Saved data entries
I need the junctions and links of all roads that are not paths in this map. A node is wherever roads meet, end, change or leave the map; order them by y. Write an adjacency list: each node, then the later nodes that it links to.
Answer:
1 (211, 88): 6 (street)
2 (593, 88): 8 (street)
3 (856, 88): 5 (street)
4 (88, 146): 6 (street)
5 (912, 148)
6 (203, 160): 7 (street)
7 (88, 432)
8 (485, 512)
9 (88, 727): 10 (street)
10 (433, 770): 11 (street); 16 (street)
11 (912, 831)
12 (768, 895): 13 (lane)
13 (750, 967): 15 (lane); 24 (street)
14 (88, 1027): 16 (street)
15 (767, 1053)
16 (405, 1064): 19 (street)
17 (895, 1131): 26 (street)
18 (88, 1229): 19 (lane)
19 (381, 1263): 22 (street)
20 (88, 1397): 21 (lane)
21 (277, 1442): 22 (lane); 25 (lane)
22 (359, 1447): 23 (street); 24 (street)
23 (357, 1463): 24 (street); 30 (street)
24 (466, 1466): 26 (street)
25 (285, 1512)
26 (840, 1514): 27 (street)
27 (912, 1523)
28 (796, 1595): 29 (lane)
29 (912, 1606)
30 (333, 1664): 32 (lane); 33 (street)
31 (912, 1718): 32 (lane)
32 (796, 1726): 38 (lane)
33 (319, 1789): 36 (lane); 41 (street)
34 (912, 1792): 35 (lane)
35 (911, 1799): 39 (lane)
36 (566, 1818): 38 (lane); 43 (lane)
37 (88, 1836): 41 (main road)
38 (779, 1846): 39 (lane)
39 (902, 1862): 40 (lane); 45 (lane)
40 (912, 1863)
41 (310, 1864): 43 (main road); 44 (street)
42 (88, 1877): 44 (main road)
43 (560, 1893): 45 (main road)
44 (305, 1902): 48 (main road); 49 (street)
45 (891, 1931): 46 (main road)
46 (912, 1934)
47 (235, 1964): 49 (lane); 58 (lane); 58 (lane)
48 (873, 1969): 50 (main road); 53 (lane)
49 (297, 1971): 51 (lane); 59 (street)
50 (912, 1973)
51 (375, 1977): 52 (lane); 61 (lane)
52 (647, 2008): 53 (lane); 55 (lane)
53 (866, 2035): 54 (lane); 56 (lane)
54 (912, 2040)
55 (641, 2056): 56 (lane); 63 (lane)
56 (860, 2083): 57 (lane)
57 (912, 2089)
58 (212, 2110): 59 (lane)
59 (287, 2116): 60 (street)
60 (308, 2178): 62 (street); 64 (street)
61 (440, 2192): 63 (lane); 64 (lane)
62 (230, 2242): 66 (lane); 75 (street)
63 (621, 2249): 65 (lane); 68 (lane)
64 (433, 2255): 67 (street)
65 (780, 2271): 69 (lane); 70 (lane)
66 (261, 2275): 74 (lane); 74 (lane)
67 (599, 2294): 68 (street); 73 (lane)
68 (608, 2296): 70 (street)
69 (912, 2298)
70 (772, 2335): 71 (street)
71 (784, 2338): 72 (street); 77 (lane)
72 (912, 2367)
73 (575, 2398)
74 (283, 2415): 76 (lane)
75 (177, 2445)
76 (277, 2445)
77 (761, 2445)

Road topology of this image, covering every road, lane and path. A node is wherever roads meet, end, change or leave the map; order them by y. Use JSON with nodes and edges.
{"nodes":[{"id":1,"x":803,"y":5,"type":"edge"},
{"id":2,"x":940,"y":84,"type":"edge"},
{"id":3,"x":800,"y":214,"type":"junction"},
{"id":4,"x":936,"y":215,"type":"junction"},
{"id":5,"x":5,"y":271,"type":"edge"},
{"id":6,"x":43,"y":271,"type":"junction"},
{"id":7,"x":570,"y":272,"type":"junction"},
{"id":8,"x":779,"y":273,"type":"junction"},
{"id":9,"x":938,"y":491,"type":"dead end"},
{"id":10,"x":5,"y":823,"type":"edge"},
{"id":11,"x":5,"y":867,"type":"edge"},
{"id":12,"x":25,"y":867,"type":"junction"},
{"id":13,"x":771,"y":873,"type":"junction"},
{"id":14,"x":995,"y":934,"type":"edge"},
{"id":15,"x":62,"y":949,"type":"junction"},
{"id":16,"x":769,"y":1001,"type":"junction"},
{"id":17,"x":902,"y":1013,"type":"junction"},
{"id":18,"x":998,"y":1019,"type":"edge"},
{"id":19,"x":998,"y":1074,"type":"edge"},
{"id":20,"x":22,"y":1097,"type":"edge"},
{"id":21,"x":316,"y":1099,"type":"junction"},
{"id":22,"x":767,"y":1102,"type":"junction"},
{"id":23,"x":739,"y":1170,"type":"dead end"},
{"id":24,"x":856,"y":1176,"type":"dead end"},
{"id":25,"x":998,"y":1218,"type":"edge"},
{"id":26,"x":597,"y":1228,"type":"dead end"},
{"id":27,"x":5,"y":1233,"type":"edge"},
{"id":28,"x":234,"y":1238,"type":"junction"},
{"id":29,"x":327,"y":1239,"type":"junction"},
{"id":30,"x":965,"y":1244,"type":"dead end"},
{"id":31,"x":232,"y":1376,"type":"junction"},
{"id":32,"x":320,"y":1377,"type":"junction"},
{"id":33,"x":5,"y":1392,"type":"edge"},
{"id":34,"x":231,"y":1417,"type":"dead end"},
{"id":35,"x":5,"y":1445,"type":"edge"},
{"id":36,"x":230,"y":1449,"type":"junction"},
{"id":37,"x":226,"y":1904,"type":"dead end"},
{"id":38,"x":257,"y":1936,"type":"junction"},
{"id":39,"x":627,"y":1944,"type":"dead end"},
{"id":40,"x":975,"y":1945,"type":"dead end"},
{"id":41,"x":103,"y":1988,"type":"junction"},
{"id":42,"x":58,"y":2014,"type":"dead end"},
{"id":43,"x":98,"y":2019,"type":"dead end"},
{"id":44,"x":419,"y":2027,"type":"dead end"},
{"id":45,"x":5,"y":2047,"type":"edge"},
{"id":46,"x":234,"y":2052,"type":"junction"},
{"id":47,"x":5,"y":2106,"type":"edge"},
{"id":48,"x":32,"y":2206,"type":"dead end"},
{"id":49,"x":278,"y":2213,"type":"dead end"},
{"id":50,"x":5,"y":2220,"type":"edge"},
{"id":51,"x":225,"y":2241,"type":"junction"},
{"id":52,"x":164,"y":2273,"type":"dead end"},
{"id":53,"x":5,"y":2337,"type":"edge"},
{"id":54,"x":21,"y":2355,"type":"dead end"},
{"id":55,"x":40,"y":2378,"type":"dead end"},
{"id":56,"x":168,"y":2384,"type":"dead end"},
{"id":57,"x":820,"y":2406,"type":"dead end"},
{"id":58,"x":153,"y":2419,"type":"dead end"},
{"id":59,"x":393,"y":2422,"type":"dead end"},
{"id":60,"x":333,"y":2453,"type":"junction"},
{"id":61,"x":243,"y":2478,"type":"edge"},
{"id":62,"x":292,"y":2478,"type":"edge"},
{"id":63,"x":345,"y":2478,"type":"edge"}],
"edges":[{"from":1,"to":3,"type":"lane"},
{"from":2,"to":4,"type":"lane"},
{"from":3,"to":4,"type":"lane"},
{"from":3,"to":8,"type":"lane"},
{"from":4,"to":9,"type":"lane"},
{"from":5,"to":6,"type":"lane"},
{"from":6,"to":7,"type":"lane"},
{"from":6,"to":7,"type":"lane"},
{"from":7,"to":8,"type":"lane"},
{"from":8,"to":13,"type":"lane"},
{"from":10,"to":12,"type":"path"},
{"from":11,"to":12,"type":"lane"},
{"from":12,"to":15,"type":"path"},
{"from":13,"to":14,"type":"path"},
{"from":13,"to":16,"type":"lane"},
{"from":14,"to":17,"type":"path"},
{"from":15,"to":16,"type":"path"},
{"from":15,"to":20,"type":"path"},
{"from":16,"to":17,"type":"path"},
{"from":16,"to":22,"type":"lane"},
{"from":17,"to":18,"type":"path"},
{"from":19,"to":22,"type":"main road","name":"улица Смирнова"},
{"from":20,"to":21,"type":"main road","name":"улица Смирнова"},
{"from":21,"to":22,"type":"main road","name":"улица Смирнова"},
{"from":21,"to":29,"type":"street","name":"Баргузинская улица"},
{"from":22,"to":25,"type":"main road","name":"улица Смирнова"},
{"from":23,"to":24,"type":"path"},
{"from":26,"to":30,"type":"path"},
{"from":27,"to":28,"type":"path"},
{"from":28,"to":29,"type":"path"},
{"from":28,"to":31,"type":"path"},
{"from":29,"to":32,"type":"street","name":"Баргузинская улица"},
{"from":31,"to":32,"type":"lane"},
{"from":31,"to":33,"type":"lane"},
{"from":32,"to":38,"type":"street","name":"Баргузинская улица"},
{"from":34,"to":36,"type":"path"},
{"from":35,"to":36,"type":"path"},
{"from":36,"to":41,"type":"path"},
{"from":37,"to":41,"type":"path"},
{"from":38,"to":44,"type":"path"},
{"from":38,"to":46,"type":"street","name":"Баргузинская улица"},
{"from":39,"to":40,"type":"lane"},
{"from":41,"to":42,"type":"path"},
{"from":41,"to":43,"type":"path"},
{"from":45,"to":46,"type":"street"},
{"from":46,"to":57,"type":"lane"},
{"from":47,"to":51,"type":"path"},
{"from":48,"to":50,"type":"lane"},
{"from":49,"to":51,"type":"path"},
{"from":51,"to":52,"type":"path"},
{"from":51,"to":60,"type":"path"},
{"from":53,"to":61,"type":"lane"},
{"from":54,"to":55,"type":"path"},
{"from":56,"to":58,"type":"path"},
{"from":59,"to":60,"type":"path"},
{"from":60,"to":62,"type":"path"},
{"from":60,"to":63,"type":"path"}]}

▸ **ASSIGNED TASK**
Where does the word "Баргузинская" occur in the records? Return every line that holds it.

▸ **PROBLEM SOLUTION**
{"from":21,"to":29,"type":"street","name":"Баргузинская улица"},
{"from":29,"to":32,"type":"street","name":"Баргузинская улица"},
{"from":32,"to":38,"type":"street","name":"Баргузинская улица"},
{"from":38,"to":46,"type":"street","name":"Баргузинская улица"},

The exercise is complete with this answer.